YOUR GOAL —
Produce a perfect copy of the listing, matching each line.

MATERIAL SHOWN —
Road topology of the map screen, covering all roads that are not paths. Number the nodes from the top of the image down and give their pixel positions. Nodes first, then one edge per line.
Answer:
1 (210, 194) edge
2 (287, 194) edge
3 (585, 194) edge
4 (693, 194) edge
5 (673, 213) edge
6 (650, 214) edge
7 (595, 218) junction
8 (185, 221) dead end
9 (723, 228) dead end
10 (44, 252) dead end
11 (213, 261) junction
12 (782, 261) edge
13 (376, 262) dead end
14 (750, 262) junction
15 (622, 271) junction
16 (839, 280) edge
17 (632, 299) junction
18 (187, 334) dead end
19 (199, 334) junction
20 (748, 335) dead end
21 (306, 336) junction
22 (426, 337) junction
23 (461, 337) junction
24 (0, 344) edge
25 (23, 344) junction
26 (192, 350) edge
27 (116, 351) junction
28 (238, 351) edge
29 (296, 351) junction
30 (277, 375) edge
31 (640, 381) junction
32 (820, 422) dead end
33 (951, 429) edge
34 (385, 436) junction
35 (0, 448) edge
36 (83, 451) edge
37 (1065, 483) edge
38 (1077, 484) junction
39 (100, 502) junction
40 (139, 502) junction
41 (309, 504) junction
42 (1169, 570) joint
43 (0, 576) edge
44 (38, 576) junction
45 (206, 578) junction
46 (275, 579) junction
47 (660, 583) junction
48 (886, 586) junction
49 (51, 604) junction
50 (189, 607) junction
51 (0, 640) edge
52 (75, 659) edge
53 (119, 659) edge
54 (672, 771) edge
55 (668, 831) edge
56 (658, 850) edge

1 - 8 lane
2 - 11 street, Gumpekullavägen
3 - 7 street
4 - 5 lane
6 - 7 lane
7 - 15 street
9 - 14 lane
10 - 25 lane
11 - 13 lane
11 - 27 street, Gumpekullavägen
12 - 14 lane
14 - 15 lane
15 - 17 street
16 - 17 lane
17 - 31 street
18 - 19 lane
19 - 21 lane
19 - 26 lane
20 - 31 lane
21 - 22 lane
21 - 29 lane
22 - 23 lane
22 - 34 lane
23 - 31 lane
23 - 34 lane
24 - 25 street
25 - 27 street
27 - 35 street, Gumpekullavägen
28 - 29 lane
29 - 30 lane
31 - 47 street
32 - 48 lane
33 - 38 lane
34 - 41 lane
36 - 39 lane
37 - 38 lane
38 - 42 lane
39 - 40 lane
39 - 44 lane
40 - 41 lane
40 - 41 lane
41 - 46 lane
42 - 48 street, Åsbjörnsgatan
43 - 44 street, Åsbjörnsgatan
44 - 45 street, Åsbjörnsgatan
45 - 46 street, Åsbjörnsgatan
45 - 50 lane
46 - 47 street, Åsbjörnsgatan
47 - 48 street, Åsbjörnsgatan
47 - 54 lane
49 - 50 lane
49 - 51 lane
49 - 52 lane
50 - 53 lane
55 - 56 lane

WRITTEN SOLUTION —
Road topology of the map screen, covering all roads that are not paths. Number the nodes from the top of the image down and give their pixel positions. Nodes first, then one edge per line.
Answer:
1 (210, 194) edge
2 (287, 194) edge
3 (585, 194) edge
4 (693, 194) edge
5 (673, 213) edge
6 (650, 214) edge
7 (595, 218) junction
8 (185, 221) dead end
9 (723, 228) dead end
10 (44, 252) dead end
11 (213, 261) junction
12 (782, 261) edge
13 (376, 262) dead end
14 (750, 262) junction
15 (622, 271) junction
16 (839, 280) edge
17 (632, 299) junction
18 (187, 334) dead end
19 (199, 334) junction
20 (748, 335) dead end
21 (306, 336) junction
22 (426, 337) junction
23 (461, 337) junction
24 (0, 344) edge
25 (23, 344) junction
26 (192, 350) edge
27 (116, 351) junction
28 (238, 351) edge
29 (296, 351) junction
30 (277, 375) edge
31 (640, 381) junction
32 (820, 422) dead end
33 (951, 429) edge
34 (385, 436) junction
35 (0, 448) edge
36 (83, 451) edge
37 (1065, 483) edge
38 (1077, 484) junction
39 (100, 502) junction
40 (139, 502) junction
41 (309, 504) junction
42 (1169, 570) joint
43 (0, 576) edge
44 (38, 576) junction
45 (206, 578) junction
46 (275, 579) junction
47 (660, 583) junction
48 (886, 586) junction
49 (51, 604) junction
50 (189, 607) junction
51 (0, 640) edge
52 (75, 659) edge
53 (119, 659) edge
54 (672, 771) edge
55 (668, 831) edge
56 (658, 850) edge

1 - 8 lane
2 - 11 street, Gumpekullavägen
3 - 7 street
4 - 5 lane
6 - 7 lane
7 - 15 street
9 - 14 lane
10 - 25 lane
11 - 13 lane
11 - 27 street, Gumpekullavägen
12 - 14 lane
14 - 15 lane
15 - 17 street
16 - 17 lane
17 - 31 street
18 - 19 lane
19 - 21 lane
19 - 26 lane
20 - 31 lane
21 - 22 lane
21 - 29 lane
22 - 23 lane
22 - 34 lane
23 - 31 lane
23 - 34 lane
24 - 25 street
25 - 27 street
27 - 35 street, Gumpekullavägen
28 - 29 lane
29 - 30 lane
31 - 47 street
32 - 48 lane
33 - 38 lane
34 - 41 lane
36 - 39 lane
37 - 38 lane
38 - 42 lane
39 - 40 lane
39 - 44 lane
40 - 41 lane
40 - 41 lane
41 - 46 lane
42 - 48 street, Åsbjörnsgatan
43 - 44 street, Åsbjörnsgatan
44 - 45 street, Åsbjörnsgatan
45 - 46 street, Åsbjörnsgatan
45 - 50 lane
46 - 47 street, Åsbjörnsgatan
47 - 48 street, Åsbjörnsgatan
47 - 54 lane
49 - 50 lane
49 - 51 lane
49 - 52 lane
50 - 53 lane
55 - 56 lane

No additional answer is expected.